## WHAT YOU NEED TO DO
Without including any picture, return the complete set of records exactly.

BEGIN DATA SHOWN

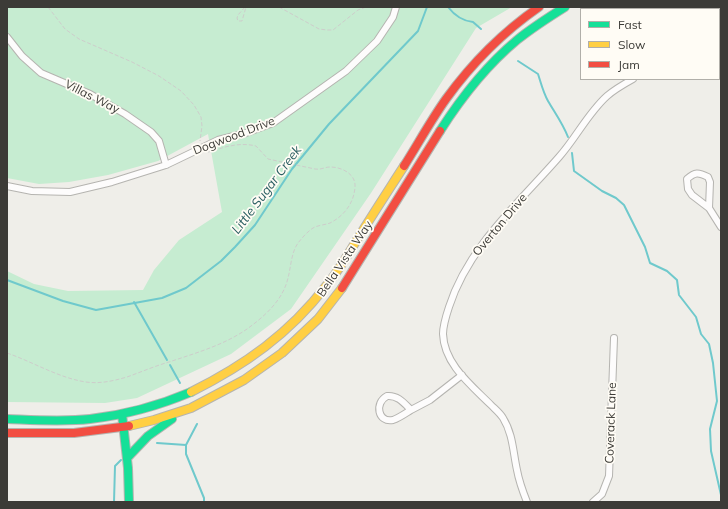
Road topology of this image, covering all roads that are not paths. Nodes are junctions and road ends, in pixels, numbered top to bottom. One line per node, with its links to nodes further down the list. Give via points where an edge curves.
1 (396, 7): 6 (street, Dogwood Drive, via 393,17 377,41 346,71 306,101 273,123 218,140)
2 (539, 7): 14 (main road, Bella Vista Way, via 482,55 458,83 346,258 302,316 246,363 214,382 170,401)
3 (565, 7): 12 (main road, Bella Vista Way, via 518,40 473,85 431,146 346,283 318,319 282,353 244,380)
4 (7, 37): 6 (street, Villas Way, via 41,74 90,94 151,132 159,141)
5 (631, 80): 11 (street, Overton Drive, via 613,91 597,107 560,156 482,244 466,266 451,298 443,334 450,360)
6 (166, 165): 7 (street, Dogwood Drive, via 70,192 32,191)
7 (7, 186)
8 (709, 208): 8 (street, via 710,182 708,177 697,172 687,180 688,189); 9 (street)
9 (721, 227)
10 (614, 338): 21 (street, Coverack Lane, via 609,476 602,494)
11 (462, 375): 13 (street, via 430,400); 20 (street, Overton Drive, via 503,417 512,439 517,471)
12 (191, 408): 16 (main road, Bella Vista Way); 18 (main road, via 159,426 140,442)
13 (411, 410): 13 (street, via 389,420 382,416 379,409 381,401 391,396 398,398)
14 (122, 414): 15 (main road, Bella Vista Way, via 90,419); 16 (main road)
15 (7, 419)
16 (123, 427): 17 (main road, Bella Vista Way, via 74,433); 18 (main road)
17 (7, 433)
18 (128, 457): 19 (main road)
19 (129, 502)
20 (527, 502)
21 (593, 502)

END DATA SHOWN

## SOLUTION TO THIS PROBLEM
Road topology of this image, covering all roads that are not paths. Nodes are junctions and road ends, in pixels, numbered top to bottom. One line per node, with its links to nodes further down the list. Give via points where an edge curves.
1 (396, 7): 6 (street, Dogwood Drive, via 393,17 377,41 346,71 306,101 273,123 218,140)
2 (539, 7): 14 (main road, Bella Vista Way, via 482,55 458,83 346,258 302,316 246,363 214,382 170,401)
3 (565, 7): 12 (main road, Bella Vista Way, via 518,40 473,85 431,146 346,283 318,319 282,353 244,380)
4 (7, 37): 6 (street, Villas Way, via 41,74 90,94 151,132 159,141)
5 (631, 80): 11 (street, Overton Drive, via 613,91 597,107 560,156 482,244 466,266 451,298 443,334 450,360)
6 (166, 165): 7 (street, Dogwood Drive, via 70,192 32,191)
7 (7, 186)
8 (709, 208): 8 (street, via 710,182 708,177 697,172 687,180 688,189); 9 (street)
9 (721, 227)
10 (614, 338): 21 (street, Coverack Lane, via 609,476 602,494)
11 (462, 375): 13 (street, via 430,400); 20 (street, Overton Drive, via 503,417 512,439 517,471)
12 (191, 408): 16 (main road, Bella Vista Way); 18 (main road, via 159,426 140,442)
13 (411, 410): 13 (street, via 389,420 382,416 379,409 381,401 391,396 398,398)
14 (122, 414): 15 (main road, Bella Vista Way, via 90,419); 16 (main road)
15 (7, 419)
16 (123, 427): 17 (main road, Bella Vista Way, via 74,433); 18 (main road)
17 (7, 433)
18 (128, 457): 19 (main road)
19 (129, 502)
20 (527, 502)
21 (593, 502)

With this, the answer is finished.